ELECTRICITY GENERATING SYSTEM The present invention relates to an electricity generating system and particularly to an electricity generating system for use in terrain including mountains and hills.

It is the object of the present invention to provide an electricity generating system and a method of generating electricity particularly but not exclusively for use in locations where, because of small amounts of precipitation or water catchments available, a conventional hydro-electric generating system would not be practical.

According to a first aspect thereof, the present invention provides an electricity generating system comprising at least one pair of containers each of which is adapted to be filled with and emptied of water in and alternating sequence and which are movable under the force of gravity between a first location in mountainous terrain and a second, lower, location, filling means disposed at said first location for filling an empty container with water, emptying means disposed at said second location for emptying a filled container of water, at least two guide tracks disposed between said first and second locations, the tracks being of uniform slope and each container being movable along a respective track between the first and second locations, linking means operating between the containers of each pair so that as one full container descends from the first location to the second location the other container ascends in an empty condition from the second location to the first location, and energy conversion means coupled to said linking means whereby the energy produced by the motion of a descending, filled, container is converted to electrical energy.

Preferably, said filling means may be provided by a water tank filled from a water catchment area on said mountain, the water tank having a closeable opening through which water may be supplied to said container.

Preferably, the emptying means may be provided by a door of the container which may be opened when the full container reaches the second location to allow water to flow into a water spillway disposed at said second location.

In a preferred example, the linking means comprise a cable coupled between said containers, said cable being disposed around a pulley wheel located at said first location.

Advantageously, the energy conversion means may comprise first and second energy conversion devices, the first conversion device adapted to convert the linear motion of the full container into rotary motion, and the second conversion device adapted to convert the rotary motion into electrical energy.

Preferably, the first energy conversion device is provided by the cable and pulley wheel, the movement of the cable in response to the linear movement of a full container causing said pulley wheel to rotate.

Preferably, the second energy conversion device may be provided by a dynamo coupled to the pulley wheel.

Conveniently said pulley wheel is coupled to the dynamo by a shaft and high ratio gearing.

In the preferred example, there are provided at least two pairs of containers, each container being mounted on a respective guide track, said pairs of containers being arranged such that there is at least one container which is full and which is descending from said first location to said second location at all operating times.

Conveniently, there is provided a container release mechanism to ensure that as an ascending empty container of one pair of containers reaches said first location, a full container of the other pair is released from said first location to descend to said second location.

Preferably, there may be provided a pulley wheel and cable for each pair of containers.

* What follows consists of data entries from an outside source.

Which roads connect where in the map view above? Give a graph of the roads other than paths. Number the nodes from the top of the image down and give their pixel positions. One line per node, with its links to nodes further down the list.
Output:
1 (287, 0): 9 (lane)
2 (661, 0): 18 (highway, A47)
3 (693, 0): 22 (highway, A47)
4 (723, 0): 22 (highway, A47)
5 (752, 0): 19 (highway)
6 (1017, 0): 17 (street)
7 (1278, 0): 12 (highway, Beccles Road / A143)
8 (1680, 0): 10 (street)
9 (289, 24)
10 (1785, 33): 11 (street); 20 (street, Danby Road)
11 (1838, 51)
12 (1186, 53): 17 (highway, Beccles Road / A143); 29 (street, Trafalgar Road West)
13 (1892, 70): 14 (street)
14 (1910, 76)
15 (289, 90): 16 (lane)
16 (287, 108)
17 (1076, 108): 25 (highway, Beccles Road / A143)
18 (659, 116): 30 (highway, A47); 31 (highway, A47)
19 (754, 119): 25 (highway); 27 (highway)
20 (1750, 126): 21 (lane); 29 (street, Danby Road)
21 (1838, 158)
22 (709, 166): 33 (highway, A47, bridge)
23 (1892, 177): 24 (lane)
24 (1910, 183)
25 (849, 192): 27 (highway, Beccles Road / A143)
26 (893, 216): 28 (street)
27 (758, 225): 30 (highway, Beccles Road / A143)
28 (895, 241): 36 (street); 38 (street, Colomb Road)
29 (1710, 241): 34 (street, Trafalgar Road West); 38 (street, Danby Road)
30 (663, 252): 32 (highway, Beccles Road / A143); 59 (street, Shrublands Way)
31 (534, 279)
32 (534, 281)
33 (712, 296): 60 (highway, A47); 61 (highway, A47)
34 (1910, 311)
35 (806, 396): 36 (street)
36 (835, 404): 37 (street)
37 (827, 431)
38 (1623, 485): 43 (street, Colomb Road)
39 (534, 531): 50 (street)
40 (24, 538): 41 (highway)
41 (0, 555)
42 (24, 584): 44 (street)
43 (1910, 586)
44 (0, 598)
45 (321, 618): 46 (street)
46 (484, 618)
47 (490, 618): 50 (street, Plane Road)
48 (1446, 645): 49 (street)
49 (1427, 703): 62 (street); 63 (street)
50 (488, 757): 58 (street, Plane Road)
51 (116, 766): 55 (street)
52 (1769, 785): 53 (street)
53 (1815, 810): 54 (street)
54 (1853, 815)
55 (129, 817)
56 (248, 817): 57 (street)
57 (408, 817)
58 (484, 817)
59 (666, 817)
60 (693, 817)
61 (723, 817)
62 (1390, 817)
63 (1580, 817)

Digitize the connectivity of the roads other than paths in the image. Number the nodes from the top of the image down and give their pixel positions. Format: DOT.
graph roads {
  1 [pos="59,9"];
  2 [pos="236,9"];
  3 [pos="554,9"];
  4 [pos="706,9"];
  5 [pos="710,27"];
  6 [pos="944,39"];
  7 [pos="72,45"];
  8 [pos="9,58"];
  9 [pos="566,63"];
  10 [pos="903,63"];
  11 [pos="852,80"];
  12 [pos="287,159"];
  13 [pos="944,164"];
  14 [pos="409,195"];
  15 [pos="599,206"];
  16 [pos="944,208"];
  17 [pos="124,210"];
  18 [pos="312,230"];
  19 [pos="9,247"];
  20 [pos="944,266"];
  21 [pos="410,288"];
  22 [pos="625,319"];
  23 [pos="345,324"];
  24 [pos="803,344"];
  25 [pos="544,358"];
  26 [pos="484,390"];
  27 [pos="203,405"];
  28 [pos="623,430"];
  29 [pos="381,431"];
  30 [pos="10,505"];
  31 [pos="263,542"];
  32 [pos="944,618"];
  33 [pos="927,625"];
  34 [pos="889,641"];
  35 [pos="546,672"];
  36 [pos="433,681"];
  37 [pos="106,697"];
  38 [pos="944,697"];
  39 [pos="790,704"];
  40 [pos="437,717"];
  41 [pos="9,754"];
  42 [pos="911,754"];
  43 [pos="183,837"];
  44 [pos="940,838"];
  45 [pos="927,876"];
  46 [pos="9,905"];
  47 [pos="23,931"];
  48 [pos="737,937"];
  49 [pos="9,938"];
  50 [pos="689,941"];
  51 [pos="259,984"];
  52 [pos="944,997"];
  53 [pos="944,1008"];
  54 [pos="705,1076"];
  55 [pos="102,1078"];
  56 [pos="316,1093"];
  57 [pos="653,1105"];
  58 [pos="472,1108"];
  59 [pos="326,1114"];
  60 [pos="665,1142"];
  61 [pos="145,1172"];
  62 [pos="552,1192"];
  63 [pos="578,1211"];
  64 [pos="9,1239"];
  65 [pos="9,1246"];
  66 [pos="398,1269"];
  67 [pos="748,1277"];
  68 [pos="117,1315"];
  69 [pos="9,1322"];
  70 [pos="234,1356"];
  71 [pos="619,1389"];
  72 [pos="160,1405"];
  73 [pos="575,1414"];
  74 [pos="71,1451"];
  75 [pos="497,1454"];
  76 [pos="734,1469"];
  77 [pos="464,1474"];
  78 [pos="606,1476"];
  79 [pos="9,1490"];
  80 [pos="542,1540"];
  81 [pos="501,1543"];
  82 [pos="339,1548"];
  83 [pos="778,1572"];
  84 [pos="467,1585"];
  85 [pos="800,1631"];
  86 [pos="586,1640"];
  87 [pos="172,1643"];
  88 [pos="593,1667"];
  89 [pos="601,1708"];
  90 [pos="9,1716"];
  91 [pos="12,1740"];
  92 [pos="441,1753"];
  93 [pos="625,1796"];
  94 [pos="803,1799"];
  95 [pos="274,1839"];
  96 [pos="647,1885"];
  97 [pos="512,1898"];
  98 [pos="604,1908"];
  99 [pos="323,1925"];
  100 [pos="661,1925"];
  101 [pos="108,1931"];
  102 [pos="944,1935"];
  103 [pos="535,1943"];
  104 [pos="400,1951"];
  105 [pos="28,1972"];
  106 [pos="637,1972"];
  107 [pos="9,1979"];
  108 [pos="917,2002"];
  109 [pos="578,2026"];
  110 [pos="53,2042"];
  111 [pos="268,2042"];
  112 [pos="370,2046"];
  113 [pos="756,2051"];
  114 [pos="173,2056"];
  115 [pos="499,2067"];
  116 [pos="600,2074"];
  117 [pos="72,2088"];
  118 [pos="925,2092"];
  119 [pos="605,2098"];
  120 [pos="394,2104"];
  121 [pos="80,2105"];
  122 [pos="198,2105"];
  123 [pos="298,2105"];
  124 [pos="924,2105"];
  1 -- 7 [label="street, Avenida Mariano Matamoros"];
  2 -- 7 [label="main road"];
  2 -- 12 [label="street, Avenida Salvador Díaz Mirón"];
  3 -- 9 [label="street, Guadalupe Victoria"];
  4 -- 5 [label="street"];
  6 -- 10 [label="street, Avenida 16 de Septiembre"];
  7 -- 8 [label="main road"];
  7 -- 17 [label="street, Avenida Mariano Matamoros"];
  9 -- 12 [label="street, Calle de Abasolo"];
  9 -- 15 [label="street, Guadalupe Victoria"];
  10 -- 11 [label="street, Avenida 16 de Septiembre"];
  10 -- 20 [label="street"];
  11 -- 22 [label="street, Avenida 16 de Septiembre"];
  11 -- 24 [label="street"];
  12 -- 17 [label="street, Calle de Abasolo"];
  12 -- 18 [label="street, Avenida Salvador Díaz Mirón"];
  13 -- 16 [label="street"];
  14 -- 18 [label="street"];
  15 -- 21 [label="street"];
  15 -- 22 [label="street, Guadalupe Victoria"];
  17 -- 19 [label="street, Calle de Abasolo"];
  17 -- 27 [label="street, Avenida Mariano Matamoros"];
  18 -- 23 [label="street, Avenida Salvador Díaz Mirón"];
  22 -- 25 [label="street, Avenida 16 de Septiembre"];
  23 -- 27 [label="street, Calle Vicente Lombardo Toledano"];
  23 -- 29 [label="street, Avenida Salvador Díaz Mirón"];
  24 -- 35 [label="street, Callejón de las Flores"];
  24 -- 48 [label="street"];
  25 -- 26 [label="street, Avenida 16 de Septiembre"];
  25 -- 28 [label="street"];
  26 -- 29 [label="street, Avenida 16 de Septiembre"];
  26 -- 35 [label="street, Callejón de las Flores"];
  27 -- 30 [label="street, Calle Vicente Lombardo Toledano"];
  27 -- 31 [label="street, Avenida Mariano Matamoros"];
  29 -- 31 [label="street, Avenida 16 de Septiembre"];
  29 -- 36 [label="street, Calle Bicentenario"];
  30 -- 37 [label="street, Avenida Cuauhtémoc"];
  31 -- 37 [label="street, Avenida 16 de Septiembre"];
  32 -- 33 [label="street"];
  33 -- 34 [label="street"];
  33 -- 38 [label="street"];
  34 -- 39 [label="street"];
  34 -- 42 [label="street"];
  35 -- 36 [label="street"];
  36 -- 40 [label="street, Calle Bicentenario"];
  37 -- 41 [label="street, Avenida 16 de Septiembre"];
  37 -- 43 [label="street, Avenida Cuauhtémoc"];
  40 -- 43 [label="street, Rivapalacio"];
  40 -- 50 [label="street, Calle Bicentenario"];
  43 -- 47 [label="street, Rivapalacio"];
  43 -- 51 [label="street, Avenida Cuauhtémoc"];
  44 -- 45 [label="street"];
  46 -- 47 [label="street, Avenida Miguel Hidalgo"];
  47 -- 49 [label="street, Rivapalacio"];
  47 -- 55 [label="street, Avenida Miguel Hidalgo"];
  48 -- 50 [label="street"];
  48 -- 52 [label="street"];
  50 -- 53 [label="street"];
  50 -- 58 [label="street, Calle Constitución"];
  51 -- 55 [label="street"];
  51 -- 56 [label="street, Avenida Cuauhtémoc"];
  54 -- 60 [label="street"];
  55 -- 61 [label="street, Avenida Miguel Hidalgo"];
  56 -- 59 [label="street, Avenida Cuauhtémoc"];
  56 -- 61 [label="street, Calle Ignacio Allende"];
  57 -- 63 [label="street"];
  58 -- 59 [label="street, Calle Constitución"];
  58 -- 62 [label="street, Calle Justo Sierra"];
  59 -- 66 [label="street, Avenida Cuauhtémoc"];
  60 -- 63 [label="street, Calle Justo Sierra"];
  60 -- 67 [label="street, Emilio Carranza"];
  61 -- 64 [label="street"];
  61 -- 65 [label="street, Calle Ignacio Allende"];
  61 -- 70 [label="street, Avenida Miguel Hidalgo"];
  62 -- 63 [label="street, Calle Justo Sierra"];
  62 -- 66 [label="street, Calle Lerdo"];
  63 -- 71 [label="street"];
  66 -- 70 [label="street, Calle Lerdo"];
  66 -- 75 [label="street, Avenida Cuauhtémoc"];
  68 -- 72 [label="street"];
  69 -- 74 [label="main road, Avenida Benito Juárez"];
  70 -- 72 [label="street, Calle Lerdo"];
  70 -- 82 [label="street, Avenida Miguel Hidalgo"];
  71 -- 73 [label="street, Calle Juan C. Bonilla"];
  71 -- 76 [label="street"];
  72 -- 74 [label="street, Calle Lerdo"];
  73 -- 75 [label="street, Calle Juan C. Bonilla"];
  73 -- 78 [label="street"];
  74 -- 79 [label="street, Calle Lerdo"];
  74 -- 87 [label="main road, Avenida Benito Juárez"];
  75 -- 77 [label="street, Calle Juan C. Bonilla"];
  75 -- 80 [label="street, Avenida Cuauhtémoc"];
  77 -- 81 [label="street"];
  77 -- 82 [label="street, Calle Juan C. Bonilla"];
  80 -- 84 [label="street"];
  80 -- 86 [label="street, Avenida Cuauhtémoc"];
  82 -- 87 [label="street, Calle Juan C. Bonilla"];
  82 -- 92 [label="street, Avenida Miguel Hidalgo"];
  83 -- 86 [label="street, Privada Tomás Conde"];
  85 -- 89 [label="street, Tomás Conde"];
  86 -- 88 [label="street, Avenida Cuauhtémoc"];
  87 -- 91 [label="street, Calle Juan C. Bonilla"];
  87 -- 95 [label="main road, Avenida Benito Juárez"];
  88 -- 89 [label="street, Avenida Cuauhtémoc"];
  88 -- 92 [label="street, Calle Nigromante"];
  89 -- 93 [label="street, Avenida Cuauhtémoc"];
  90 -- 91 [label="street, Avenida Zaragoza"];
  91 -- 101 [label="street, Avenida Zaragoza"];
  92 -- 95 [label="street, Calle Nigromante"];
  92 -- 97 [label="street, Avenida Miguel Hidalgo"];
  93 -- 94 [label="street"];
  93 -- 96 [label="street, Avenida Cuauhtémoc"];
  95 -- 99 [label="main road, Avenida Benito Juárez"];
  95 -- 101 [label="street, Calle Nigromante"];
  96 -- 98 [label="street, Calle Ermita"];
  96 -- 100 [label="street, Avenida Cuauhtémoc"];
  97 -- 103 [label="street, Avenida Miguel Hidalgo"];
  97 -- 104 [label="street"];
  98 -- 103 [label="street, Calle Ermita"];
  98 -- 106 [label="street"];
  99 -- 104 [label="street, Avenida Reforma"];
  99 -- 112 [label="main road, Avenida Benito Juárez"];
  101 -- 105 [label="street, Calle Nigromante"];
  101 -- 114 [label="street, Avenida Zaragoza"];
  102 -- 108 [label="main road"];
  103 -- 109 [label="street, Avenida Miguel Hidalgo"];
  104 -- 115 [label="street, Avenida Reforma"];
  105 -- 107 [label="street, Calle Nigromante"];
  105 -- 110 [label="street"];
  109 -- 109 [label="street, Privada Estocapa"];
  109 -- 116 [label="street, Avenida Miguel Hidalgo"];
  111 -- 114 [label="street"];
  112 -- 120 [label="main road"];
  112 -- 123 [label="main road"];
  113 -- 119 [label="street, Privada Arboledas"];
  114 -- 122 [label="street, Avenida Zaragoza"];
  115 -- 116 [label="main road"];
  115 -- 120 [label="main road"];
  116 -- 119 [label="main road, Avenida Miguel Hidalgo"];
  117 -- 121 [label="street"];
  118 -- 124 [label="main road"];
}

Both the pulley wheels may be coupled to the dynamo or, alternatively, each of the pulley wheels are coupled to respective dynamos.

Conveniently, each of said containers may be mounted on slides or running wheels which allow the containers to travel along their respective rail tracks.

According to the nature of the terrain, the rail tracks may be disposed within a tunnel linking said first and second locations, or each of the rail tracks may be disposed in a separate tunnel. Where the terrain permits, the rail tracks may be disposed in an open arrangement on the slope of the mountain.

According to a second aspect of the present invention, there is provided a method of generating electricity comprising the steps of: filling with water one of a pair of linked containers at a first location on a mountain or upland terrain; allowing the full container to move, under the force of gravity from said first location to a second, lower, location whilst pulling the second, empty, container from said second location to said first location, and causing electricity to be generated in response to the movement of said containers.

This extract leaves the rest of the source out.